WORK TO COMPLETE: Go through the data below and copy each line where the word "ImageSurface" occurs.

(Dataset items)
============================================================
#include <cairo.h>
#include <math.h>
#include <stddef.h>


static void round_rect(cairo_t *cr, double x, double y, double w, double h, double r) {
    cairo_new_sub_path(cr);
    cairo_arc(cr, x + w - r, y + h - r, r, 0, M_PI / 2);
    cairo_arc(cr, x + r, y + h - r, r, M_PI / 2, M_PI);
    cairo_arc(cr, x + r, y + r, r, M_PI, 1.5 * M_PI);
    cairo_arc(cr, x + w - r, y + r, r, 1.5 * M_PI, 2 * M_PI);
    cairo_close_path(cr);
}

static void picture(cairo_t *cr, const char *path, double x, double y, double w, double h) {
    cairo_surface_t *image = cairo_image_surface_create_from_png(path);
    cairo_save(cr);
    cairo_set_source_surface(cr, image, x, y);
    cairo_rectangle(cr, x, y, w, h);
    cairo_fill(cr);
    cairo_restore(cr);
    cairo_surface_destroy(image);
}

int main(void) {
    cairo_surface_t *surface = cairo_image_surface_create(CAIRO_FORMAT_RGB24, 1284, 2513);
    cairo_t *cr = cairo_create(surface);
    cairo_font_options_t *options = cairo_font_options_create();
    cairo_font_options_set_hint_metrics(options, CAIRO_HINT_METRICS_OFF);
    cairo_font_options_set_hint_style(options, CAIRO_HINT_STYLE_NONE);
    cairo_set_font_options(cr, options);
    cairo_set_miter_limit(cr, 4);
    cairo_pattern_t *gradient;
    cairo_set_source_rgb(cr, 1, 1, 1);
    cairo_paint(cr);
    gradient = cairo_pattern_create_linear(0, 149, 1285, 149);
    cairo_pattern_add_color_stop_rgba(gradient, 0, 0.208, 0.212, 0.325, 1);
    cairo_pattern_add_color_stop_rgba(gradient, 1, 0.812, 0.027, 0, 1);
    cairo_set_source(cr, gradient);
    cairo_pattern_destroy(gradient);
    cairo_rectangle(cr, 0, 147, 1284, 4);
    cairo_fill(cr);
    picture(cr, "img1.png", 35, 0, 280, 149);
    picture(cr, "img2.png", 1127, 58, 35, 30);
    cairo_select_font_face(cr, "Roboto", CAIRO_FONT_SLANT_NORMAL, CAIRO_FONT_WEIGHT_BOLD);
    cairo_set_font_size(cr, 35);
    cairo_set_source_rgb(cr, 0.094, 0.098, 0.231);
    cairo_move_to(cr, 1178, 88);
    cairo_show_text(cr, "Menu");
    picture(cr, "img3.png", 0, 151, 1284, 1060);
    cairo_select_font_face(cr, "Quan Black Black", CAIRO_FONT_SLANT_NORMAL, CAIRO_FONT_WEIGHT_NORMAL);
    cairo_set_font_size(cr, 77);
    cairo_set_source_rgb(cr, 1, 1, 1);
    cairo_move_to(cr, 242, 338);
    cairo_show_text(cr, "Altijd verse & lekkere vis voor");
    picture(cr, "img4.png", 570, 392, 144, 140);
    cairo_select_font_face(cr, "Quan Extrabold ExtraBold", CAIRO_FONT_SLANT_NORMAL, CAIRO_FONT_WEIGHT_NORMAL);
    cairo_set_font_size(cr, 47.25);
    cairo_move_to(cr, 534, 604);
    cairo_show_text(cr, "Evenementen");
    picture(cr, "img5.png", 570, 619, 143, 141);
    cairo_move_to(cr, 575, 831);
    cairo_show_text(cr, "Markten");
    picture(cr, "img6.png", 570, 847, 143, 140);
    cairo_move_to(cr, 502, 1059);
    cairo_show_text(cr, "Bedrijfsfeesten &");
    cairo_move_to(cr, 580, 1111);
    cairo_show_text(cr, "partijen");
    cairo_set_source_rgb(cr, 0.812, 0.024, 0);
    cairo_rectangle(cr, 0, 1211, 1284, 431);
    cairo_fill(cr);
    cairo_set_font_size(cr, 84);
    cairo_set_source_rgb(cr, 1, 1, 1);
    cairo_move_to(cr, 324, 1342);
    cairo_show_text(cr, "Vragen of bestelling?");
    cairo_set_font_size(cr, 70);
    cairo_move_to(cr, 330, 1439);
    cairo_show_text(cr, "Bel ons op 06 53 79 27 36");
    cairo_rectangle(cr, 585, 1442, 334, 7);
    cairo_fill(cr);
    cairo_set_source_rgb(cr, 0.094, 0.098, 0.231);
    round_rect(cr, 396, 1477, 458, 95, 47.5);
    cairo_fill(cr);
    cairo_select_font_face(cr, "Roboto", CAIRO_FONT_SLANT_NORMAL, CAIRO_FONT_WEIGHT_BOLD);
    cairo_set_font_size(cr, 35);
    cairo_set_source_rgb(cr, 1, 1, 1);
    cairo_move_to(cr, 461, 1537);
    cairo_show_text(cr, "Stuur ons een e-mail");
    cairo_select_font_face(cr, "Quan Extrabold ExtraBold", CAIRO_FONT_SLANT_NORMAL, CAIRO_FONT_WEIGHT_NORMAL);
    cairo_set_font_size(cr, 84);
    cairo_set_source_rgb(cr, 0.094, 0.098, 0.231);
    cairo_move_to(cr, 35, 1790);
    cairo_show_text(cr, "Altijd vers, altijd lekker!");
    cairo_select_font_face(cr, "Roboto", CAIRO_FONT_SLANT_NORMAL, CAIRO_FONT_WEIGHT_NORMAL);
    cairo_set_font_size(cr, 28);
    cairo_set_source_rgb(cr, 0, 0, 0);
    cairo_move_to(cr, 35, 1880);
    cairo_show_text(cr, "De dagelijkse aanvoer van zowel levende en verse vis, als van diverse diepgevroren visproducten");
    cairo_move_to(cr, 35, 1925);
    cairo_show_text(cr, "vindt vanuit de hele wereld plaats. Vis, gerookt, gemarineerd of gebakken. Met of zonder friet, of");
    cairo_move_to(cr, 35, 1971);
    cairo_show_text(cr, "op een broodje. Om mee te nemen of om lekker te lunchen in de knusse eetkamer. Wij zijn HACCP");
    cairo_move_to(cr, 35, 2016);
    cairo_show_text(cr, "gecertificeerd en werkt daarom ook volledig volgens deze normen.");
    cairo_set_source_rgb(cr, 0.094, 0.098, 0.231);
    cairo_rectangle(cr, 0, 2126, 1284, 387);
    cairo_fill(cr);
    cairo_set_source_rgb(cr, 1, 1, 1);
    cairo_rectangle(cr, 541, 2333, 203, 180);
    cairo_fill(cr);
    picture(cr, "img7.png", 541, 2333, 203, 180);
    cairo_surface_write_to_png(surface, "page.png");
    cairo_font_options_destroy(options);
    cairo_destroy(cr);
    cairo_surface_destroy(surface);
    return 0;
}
============================================================
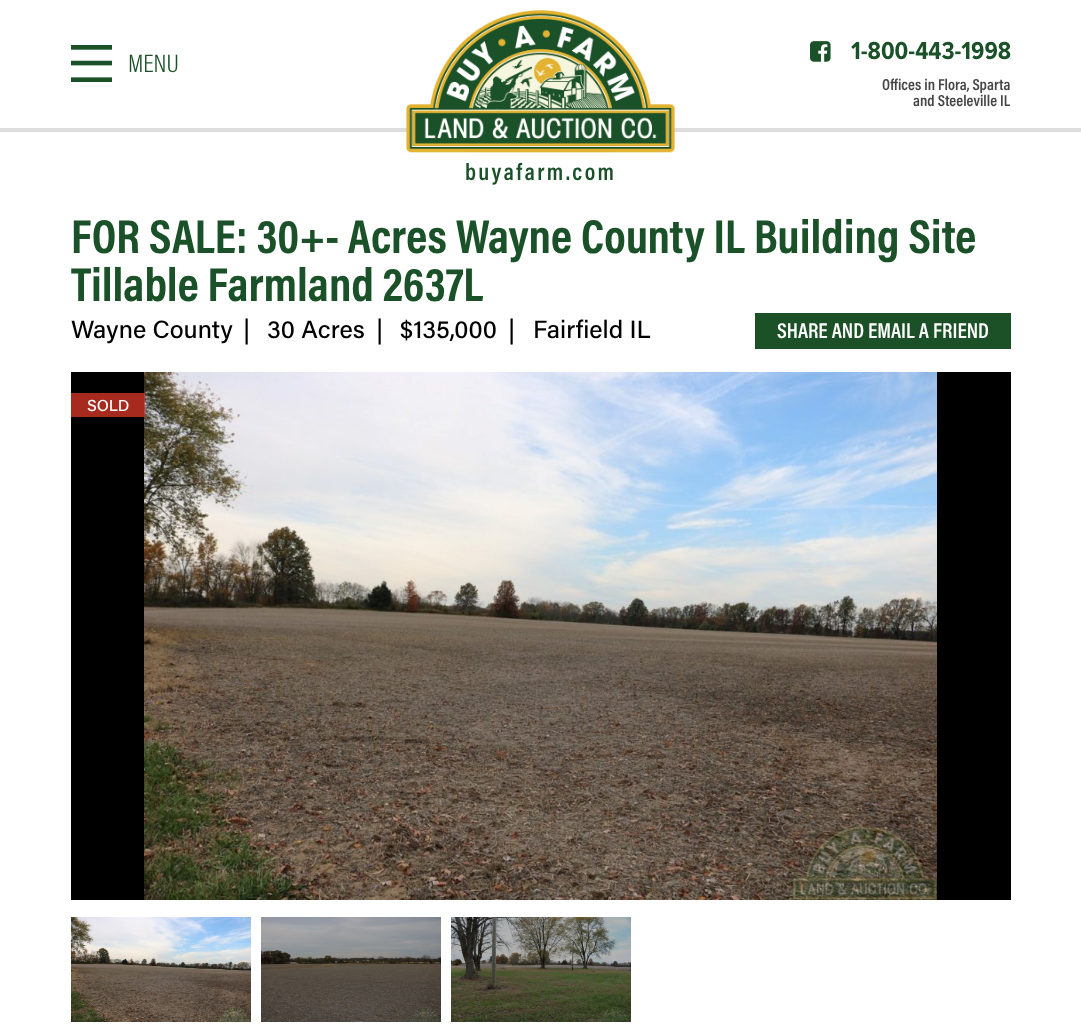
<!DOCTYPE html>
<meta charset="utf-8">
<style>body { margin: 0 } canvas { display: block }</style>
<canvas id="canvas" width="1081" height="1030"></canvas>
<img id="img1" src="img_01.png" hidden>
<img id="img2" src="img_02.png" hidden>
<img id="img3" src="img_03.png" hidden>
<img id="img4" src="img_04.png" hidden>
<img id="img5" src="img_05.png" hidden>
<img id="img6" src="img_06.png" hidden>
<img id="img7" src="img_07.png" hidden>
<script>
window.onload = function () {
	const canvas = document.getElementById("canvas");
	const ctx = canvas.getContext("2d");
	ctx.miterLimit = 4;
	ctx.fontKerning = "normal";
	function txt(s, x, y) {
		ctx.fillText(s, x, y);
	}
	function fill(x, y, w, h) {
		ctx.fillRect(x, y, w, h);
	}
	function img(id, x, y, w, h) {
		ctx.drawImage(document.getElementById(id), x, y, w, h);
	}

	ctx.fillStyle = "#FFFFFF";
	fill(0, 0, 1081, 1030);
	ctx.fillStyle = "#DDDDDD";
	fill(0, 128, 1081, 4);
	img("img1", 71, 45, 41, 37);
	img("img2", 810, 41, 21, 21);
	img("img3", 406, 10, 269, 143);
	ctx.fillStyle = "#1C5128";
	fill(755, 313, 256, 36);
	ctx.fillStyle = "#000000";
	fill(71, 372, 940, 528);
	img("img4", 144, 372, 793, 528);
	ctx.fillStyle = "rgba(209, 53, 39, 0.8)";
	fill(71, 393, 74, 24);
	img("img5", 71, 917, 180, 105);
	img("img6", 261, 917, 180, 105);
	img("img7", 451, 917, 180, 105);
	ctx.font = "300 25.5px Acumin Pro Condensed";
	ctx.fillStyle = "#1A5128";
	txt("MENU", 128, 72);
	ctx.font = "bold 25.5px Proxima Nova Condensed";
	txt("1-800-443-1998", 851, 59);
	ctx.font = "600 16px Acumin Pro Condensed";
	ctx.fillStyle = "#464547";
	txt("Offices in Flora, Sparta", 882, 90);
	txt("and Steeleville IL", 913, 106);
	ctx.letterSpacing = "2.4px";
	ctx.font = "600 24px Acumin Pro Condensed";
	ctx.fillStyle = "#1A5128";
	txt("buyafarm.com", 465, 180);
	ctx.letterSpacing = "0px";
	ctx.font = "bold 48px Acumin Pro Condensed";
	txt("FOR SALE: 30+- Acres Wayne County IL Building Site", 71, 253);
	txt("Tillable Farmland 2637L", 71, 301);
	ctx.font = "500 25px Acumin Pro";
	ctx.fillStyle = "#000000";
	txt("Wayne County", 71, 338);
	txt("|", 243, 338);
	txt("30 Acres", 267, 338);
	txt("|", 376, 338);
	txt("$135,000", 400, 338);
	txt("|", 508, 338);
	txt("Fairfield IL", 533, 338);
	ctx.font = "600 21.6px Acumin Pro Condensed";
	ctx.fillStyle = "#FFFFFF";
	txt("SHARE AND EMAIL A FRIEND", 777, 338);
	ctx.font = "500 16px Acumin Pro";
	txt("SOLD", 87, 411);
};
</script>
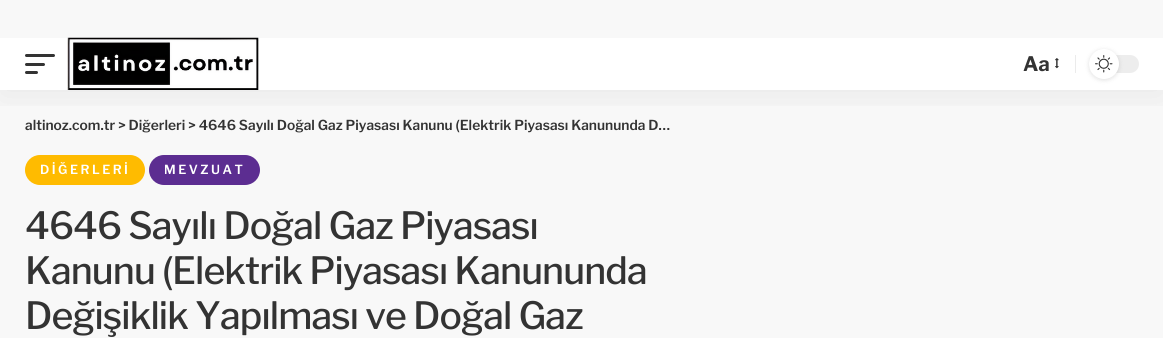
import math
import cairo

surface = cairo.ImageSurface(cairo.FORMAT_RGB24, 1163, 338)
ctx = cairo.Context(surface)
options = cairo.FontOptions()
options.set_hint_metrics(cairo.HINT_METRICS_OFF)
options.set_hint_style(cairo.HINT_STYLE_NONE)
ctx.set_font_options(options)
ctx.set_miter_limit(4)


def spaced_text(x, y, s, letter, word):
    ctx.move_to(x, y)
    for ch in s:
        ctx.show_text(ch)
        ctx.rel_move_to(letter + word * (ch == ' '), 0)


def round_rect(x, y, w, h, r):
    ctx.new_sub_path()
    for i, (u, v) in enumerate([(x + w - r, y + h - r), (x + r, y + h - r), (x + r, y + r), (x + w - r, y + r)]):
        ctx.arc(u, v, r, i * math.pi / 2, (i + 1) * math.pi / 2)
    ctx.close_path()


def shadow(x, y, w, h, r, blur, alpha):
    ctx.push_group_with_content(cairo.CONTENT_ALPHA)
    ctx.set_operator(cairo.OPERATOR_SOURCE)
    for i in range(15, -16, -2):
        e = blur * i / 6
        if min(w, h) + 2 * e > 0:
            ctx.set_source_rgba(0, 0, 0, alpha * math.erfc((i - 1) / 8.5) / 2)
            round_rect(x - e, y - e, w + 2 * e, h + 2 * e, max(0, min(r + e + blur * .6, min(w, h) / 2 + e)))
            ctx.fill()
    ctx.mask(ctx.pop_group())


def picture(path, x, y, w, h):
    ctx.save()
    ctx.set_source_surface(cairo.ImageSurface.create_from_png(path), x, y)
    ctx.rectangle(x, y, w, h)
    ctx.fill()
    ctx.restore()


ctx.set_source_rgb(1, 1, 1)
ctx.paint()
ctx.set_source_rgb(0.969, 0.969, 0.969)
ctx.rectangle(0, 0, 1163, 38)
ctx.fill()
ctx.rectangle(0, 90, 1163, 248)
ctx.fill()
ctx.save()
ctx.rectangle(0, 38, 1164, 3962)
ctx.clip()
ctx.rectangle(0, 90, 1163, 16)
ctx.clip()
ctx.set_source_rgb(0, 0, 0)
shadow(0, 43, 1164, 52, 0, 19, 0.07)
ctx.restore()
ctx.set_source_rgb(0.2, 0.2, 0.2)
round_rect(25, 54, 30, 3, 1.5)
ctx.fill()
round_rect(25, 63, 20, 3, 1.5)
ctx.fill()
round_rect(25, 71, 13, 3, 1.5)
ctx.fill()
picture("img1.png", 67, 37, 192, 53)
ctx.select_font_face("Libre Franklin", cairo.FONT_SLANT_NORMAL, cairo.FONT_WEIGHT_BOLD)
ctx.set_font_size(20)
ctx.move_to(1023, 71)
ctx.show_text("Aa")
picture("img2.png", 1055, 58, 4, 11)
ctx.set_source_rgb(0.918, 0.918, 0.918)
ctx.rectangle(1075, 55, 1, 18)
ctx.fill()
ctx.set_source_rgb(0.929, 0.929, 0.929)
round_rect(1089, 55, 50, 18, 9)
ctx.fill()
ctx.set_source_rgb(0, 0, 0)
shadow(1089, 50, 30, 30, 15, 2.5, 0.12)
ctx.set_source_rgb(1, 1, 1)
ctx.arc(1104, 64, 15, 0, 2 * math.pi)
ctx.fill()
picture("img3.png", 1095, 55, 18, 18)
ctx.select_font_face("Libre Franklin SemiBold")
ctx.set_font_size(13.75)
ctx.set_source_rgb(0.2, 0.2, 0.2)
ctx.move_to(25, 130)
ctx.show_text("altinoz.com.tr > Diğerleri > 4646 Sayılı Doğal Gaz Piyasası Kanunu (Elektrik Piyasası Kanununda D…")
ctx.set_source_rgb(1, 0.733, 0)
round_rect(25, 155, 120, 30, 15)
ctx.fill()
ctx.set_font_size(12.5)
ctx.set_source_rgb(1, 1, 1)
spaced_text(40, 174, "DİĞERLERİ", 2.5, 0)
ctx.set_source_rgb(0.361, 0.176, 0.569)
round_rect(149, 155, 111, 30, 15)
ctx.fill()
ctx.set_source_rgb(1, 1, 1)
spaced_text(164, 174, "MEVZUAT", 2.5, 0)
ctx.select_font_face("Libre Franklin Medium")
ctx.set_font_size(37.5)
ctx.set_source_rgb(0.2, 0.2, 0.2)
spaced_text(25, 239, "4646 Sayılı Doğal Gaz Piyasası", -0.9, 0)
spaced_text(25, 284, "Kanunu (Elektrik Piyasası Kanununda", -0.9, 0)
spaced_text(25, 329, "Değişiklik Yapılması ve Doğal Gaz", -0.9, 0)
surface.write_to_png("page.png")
============================================================
YOUR SOLUTION:
surface = cairo.ImageSurface(cairo.FORMAT_RGB24, 1163, 338)
    ctx.set_source_surface(cairo.ImageSurface.create_from_png(path), x, y)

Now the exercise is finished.